▶ [RECORDS SHOWN]
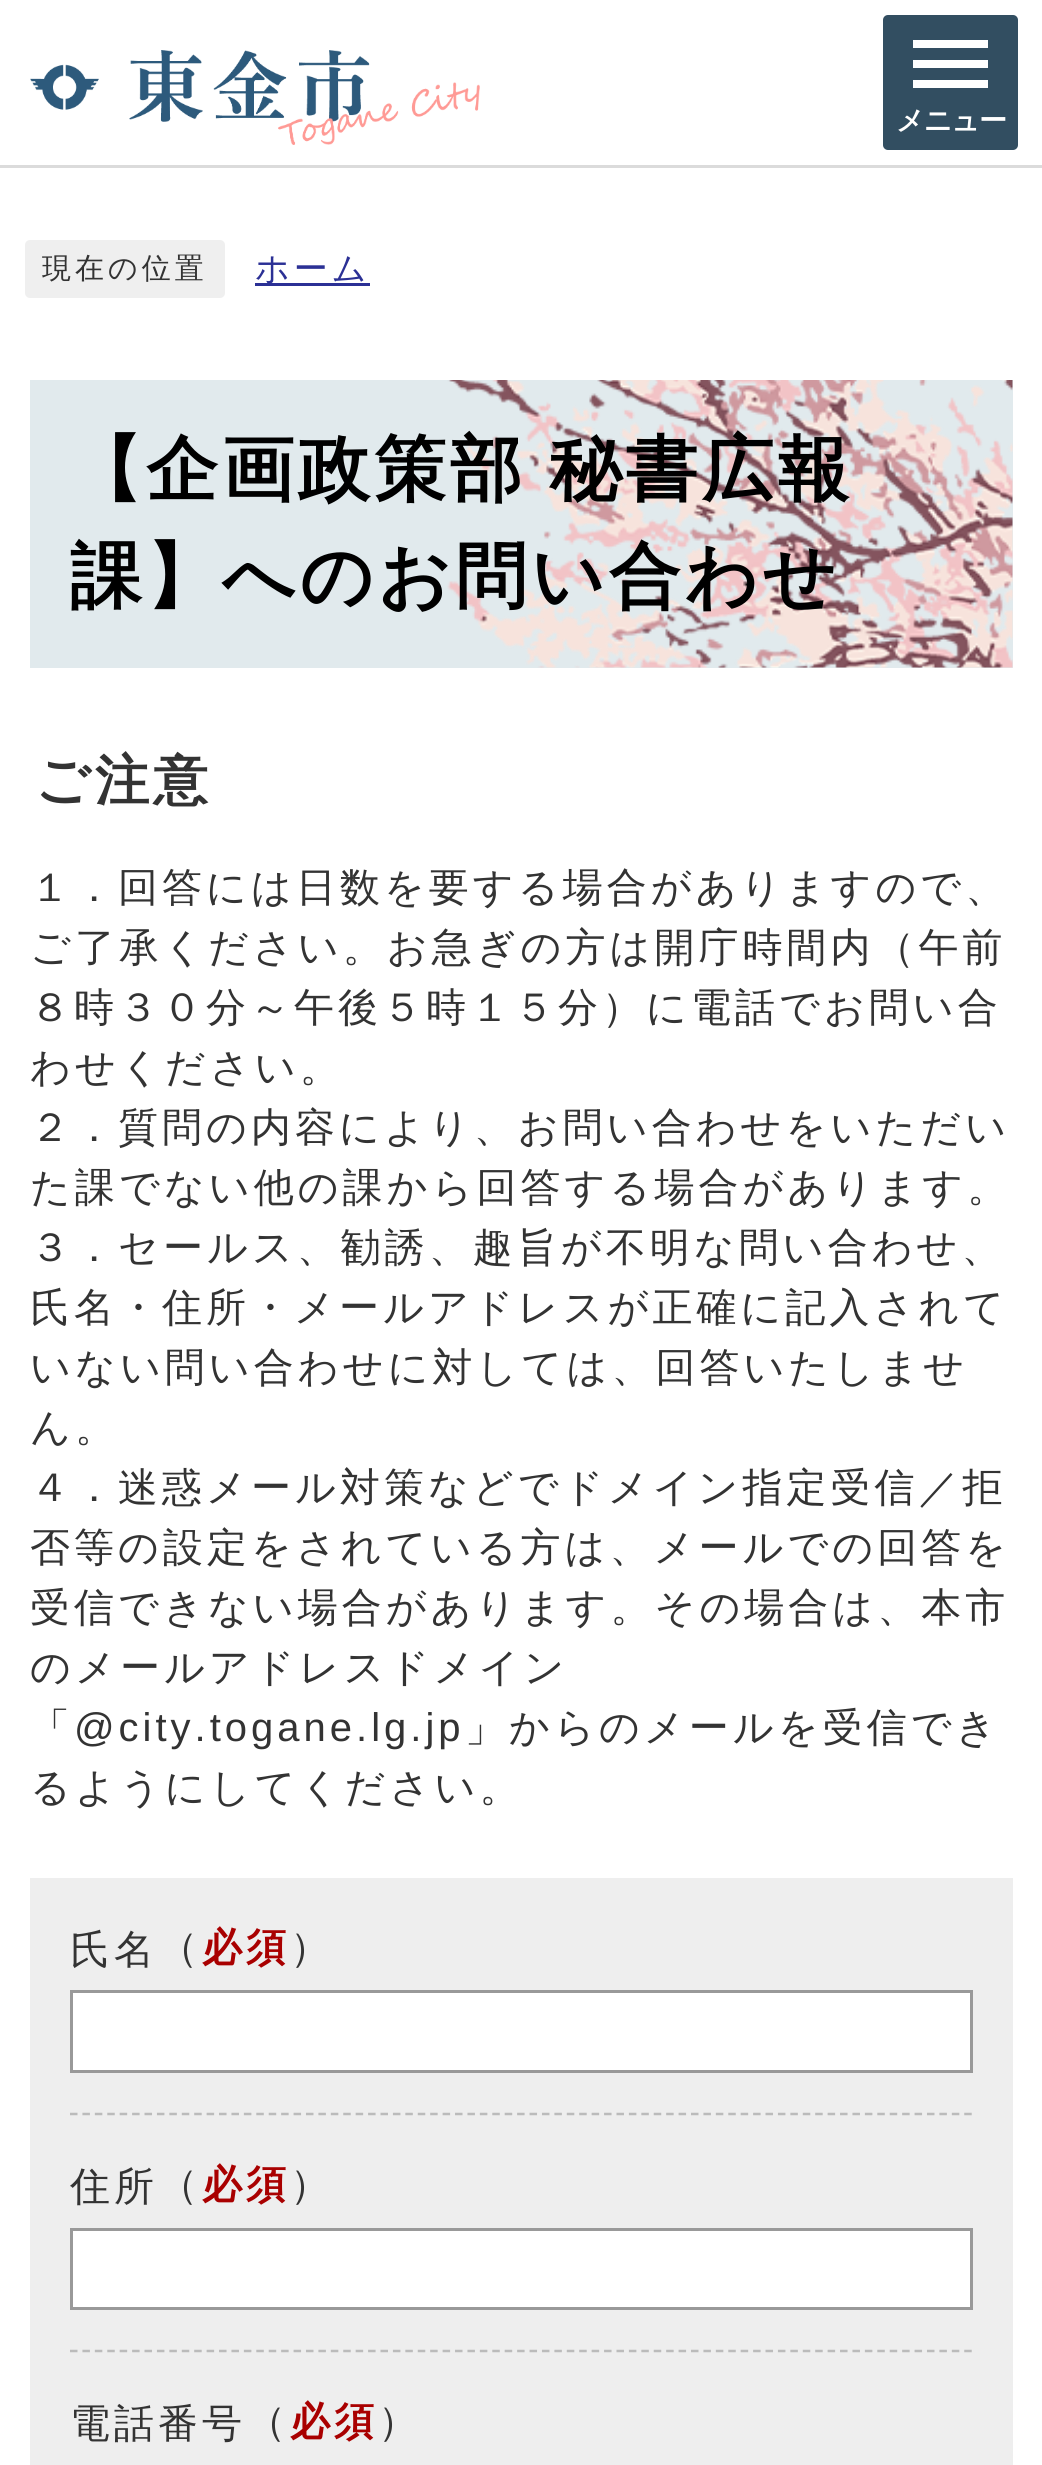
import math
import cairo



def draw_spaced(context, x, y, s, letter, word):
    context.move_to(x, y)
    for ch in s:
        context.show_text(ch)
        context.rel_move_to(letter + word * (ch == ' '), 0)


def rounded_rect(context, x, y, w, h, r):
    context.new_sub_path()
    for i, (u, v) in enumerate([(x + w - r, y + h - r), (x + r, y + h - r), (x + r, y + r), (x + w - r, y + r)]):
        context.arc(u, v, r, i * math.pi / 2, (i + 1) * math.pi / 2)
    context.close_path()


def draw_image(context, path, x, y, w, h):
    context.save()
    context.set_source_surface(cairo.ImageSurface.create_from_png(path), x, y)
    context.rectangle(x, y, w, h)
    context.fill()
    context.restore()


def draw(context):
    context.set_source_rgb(1, 1, 1)
    context.paint()
    context.set_source_rgb(219 / 255, 219 / 255, 219 / 255)
    context.rectangle(0, 165, 1042, 3)
    context.fill()
    draw_image(context, "images/1.png", 30, 50, 450, 95)
    context.set_source_rgb(50 / 255, 78 / 255, 97 / 255)
    rounded_rect(context, 883, 15, 135, 135, 5)
    context.fill()
    context.set_source_rgb(1, 1, 1)
    context.rectangle(913, 40, 75, 8)
    context.fill()
    context.rectangle(913, 60, 75, 8)
    context.fill()
    context.rectangle(913, 80, 75, 8)
    context.fill()
    context.set_source_rgb(239 / 255, 239 / 255, 239 / 255)
    rounded_rect(context, 25, 240, 200, 58, 5)
    context.fill()
    context.set_source_rgb(43 / 255, 48 / 255, 149 / 255)
    context.rectangle(255, 283, 115, 3)
    context.fill()
    context.set_source_rgb(225 / 255, 234 / 255, 237 / 255)
    context.rectangle(30, 380, 983, 288)
    context.fill()
    draw_image(context, "images/2.png", 447, 380, 566, 288)
    context.set_source_rgb(238 / 255, 238 / 255, 238 / 255)
    context.rectangle(30, 1878, 983, 587)
    context.fill()
    context.new_path()
    context.move_to(70, 2114)
    context.line_to(972.5, 2114)
    context.set_source_rgb(187 / 255, 187 / 255, 187 / 255)
    context.set_line_width(2.5)
    context.set_dash([7.5, 4.92])
    context.stroke()
    context.set_source_rgb(1, 1, 1)
    context.rectangle(71.5, 1991.5, 900, 80)
    context.fill_preserve()
    context.set_source_rgb(153 / 255, 153 / 255, 153 / 255)
    context.set_line_width(3)
    context.set_dash([])
    context.stroke()
    context.new_path()
    context.move_to(70, 2351)
    context.line_to(972.5, 2351)
    context.set_source_rgb(187 / 255, 187 / 255, 187 / 255)
    context.set_line_width(2.5)
    context.set_dash([7.5, 4.92])
    context.stroke()
    context.set_source_rgb(1, 1, 1)
    context.rectangle(71.5, 2229.5, 900, 79)
    context.fill_preserve()
    context.set_source_rgb(153 / 255, 153 / 255, 153 / 255)
    context.set_line_width(3)
    context.set_dash([])
    context.stroke()
    context.select_font_face("WenQuanYi Zen Hei", cairo.FontSlant.NORMAL, cairo.FontWeight.BOLD)
    context.set_font_size(28)
    context.set_source_rgb(1, 1, 1)
    draw_spaced(context, 896, 130, "メニュー", -1, 0)
    context.select_font_face("WenQuanYi Zen Hei Medium")
    context.set_font_size(29)
    context.set_source_rgb(51 / 255, 51 / 255, 51 / 255)
    draw_spaced(context, 42, 278, "現在の位置", 4, 0)
    context.set_font_size(34)
    context.set_source_rgb(43 / 255, 48 / 255, 149 / 255)
    draw_spaced(context, 255, 280, "ホーム", 4, 0)
    context.select_font_face("WenQuanYi Zen Hei", cairo.FontSlant.NORMAL, cairo.FontWeight.BOLD)
    context.set_font_size(72)
    context.set_source_rgb(0, 0, 0)
    draw_spaced(context, 70, 494, "【企画政策部 秘書広報", 4, -2)
    draw_spaced(context, 70, 601, "課】へのお問い合わせ", 4, 0)
    context.set_font_size(54.5)
    context.set_source_rgb(51 / 255, 51 / 255, 51 / 255)
    draw_spaced(context, 35, 799, "ご注意", 4, 0)
    context.select_font_face("WenQuanYi Zen Hei Medium")
    context.set_font_size(40)
    draw_spaced(context, 30, 901, "１．回答には日数を要する場合がありますので、", 4, 0)
    draw_spaced(context, 30, 961, "ご了承ください。お急ぎの方は開庁時間内（午前", 4, 0)
    draw_spaced(context, 30, 1021, "８時３０分～午後５時１５分）に電話でお問い合", 4, 0)
    draw_spaced(context, 30, 1081, "わせください。", 4, 0)
    draw_spaced(context, 30, 1141, "２．質問の内容により、お問い合わせをいただい", 4, 0)
    draw_spaced(context, 30, 1201, "た課でない他の課から回答する場合があります。", 4, 0)
    draw_spaced(context, 30, 1261, "３．セールス、勧誘、趣旨が不明な問い合わせ、", 4, 0)
    draw_spaced(context, 30, 1321, "氏名・住所・メールアドレスが正確に記入されて", 4, 0)
    draw_spaced(context, 30, 1381, "いない問い合わせに対しては、回答いたしませ", 4, 0)
    draw_spaced(context, 30, 1441, "ん。", 4, 0)
    draw_spaced(context, 30, 1501, "４．迷惑メール対策などでドメイン指定受信／拒", 4, 0)
    draw_spaced(context, 30, 1561, "否等の設定をされている方は、メールでの回答を", 4, 0)
    draw_spaced(context, 30, 1621, "受信できない場合があります。その場合は、本市", 4, 0)
    draw_spaced(context, 30, 1681, "のメールアドレスドメイン", 4, 0)
    draw_spaced(context, 30, 1741, "「", 4, 0)
    context.select_font_face("Liberation Sans")
    draw_spaced(context, 74, 1741, "@city.togane.lg.jp", 4, 0)
    context.select_font_face("WenQuanYi Zen Hei Medium")
    draw_spaced(context, 465, 1741, "」からのメールを受信でき", 4, 0)
    draw_spaced(context, 30, 1801, "るようにしてください。", 4, 0)
    draw_spaced(context, 70, 1963, "氏名", 4, 0)
    draw_spaced(context, 158, 1961, "（", 4, 0)
    context.select_font_face("WenQuanYi Zen Hei", cairo.FontSlant.NORMAL, cairo.FontWeight.BOLD)
    context.set_source_rgb(169 / 255, 0, 0)
    draw_spaced(context, 202, 1961, "必須", 4, 0)
    context.select_font_face("WenQuanYi Zen Hei Medium")
    context.set_source_rgb(51 / 255, 51 / 255, 51 / 255)
    draw_spaced(context, 290, 1961, "）", 4, 0)
    draw_spaced(context, 70, 2200, "住所", 4, 0)
    draw_spaced(context, 158, 2198, "（", 4, 0)
    context.select_font_face("WenQuanYi Zen Hei", cairo.FontSlant.NORMAL, cairo.FontWeight.BOLD)
    context.set_source_rgb(169 / 255, 0, 0)
    draw_spaced(context, 202, 2198, "必須", 4, 0)
    context.select_font_face("WenQuanYi Zen Hei Medium")
    context.set_source_rgb(51 / 255, 51 / 255, 51 / 255)
    draw_spaced(context, 290, 2198, "）", 4, 0)
    draw_spaced(context, 70, 2437, "電話番号", 4, 0)
    draw_spaced(context, 246, 2435, "（", 4, 0)
    context.select_font_face("WenQuanYi Zen Hei", cairo.FontSlant.NORMAL, cairo.FontWeight.BOLD)
    context.set_source_rgb(169 / 255, 0, 0)
    draw_spaced(context, 290, 2435, "必須", 4, 0)
    context.select_font_face("WenQuanYi Zen Hei Medium")
    context.set_source_rgb(51 / 255, 51 / 255, 51 / 255)
    draw_spaced(context, 378, 2435, "）", 4, 0)


surface = cairo.ImageSurface(cairo.Format.RGB24, 1042, 2465)
context = cairo.Context(surface)
options = cairo.FontOptions()
options.set_hint_metrics(cairo.HintMetrics.OFF)
options.set_hint_style(cairo.HintStyle.NONE)
context.set_font_options(options)
context.set_miter_limit(4)
draw(context)
surface.write_to_png("out.png")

▶ [TASK ITEM]
Among the records above, determine how many lines contain "word", then report the number only.

▶ [YOUR SOLUTION]
2